A certain city in Germany has a castle often frequented by
tourists. When we were there, we noticed that one of its four turrets was
broken and crumbled. We asked about it and were told that when the castle was
restored, they left that turret as it was — “to remind us of what the French
did to us” in a war that happened a few hundred years ago.
Passing a grudge down through generations seems a waste of
energy. Besides that, carrying grudges is harmful to health. There are other
options. The Mayo clinic website says this: “When someone you care about
hurts you, you can hold on to anger, resentment and thoughts of revenge — or
embrace forgiveness and move forward.”
Their website goes on to say holding a grudge brings
anger and bitterness into every relationship and new experience. If I do
it, I can become so wrapped up in past
wrongs suffered that I can't enjoy the present day. Grudges
cause depression and/or anxiety. They can make me feel as if
my life lacks meaning or purpose, and
certainly puts me at odds with my
faith. Grudges are not popular with others, so I can lose friends if I carry
them.
Jesus says: “So if you are offering your gift at the altar and there remember that your brother has something against you, leave your gift there before the altar and go. First be reconciled to your brother, and then come and offer your gift.” (Matthew 5:23–24)
Jesus is not referring to my mulling over what someone did
to me, but those times when His Spirit reminds me that I did harm to someone
else. I’m to do something about it. Even if I was the injured person, He does
not want me to retaliate or just forget about it. He wants reconciliation that
includes forgiveness. It is about having nothing between me and another person,
about restoring open and full fellowship.
This tells me a great deal about the will of God and about
His nature. He wants that kind of relationship with me, one in which I do not
let anything interfere with our fellowship either.
I’m to keep short accounts with God and short accounts
with others. The biggest difference between the two is that God will never sin
against me.
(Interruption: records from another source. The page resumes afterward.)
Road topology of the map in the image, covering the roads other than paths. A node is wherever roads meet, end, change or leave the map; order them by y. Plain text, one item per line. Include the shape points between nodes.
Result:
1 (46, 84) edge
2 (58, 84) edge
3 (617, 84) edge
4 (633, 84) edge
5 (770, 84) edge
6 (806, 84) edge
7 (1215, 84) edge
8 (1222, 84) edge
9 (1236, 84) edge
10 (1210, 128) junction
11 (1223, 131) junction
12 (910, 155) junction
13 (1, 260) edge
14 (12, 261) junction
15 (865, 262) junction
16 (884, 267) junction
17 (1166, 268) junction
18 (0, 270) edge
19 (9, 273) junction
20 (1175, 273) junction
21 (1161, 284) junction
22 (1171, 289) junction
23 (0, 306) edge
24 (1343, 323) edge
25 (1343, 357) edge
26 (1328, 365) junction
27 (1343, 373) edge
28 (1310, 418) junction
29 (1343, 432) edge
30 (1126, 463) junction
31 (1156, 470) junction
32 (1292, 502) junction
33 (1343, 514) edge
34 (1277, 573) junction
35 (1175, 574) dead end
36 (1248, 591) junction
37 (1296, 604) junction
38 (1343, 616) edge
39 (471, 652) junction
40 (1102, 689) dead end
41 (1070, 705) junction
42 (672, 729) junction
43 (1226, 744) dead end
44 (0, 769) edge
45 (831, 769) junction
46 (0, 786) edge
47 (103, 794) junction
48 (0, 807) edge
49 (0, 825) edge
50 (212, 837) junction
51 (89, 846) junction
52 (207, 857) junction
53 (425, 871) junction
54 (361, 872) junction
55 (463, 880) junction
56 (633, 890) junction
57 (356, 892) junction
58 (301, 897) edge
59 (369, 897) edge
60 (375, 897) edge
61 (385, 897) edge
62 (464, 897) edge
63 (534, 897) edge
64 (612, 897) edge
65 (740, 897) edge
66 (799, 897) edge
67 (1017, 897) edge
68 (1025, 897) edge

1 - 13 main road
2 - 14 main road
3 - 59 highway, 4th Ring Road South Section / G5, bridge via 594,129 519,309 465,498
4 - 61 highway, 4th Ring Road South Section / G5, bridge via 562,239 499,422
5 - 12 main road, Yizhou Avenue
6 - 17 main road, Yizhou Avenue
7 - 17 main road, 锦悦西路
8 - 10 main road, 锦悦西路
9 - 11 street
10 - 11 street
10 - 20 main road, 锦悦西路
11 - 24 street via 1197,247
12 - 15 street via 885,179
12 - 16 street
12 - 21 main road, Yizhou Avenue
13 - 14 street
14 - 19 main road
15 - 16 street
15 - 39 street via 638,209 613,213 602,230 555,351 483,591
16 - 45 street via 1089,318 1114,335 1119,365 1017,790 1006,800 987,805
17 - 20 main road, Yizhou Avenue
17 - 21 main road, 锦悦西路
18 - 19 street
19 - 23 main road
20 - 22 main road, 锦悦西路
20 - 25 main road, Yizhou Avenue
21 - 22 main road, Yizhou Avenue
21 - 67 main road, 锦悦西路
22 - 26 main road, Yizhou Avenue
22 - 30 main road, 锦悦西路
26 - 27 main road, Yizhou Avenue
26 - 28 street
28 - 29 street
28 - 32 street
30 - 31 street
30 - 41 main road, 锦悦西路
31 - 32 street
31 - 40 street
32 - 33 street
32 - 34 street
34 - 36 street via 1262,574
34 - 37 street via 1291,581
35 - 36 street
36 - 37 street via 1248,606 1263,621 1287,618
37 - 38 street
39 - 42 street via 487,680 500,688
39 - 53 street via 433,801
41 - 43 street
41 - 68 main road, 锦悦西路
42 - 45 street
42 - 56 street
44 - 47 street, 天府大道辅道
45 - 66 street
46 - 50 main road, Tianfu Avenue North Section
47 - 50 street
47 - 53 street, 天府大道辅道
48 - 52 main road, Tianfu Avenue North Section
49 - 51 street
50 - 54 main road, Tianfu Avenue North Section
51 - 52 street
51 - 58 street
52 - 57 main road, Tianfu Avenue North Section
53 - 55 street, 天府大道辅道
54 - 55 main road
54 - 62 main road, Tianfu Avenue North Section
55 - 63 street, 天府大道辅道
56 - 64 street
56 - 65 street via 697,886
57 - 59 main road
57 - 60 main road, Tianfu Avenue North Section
However, I sin against Him, and when I do, He notes it and pokes me
with conviction. He does this so I will come to Him and be reconciled through
confession and repentance. This is to be my way of life, as Chambers says, as
natural a breathing.
Being at peace with others in God’s family is a priority. This
attitude of mind is also important in my relationship with those outside the
faith. If I offend them, I’m to admit it and seek forgiveness. However, if they
offend me, some may not care or even notice, yet the desire for reconciliation
and forgiveness ought to be my attitude, not anger and holding a grudge against
them.
Some people say, “Don’t get mad; get even” but this is not
what God says. If I withhold forgiveness and stay angry, it will not only raise
a barricade to relationships, but harm me personally. God does not want that
either. He wants all issues settled so I can freely offer my life to Him.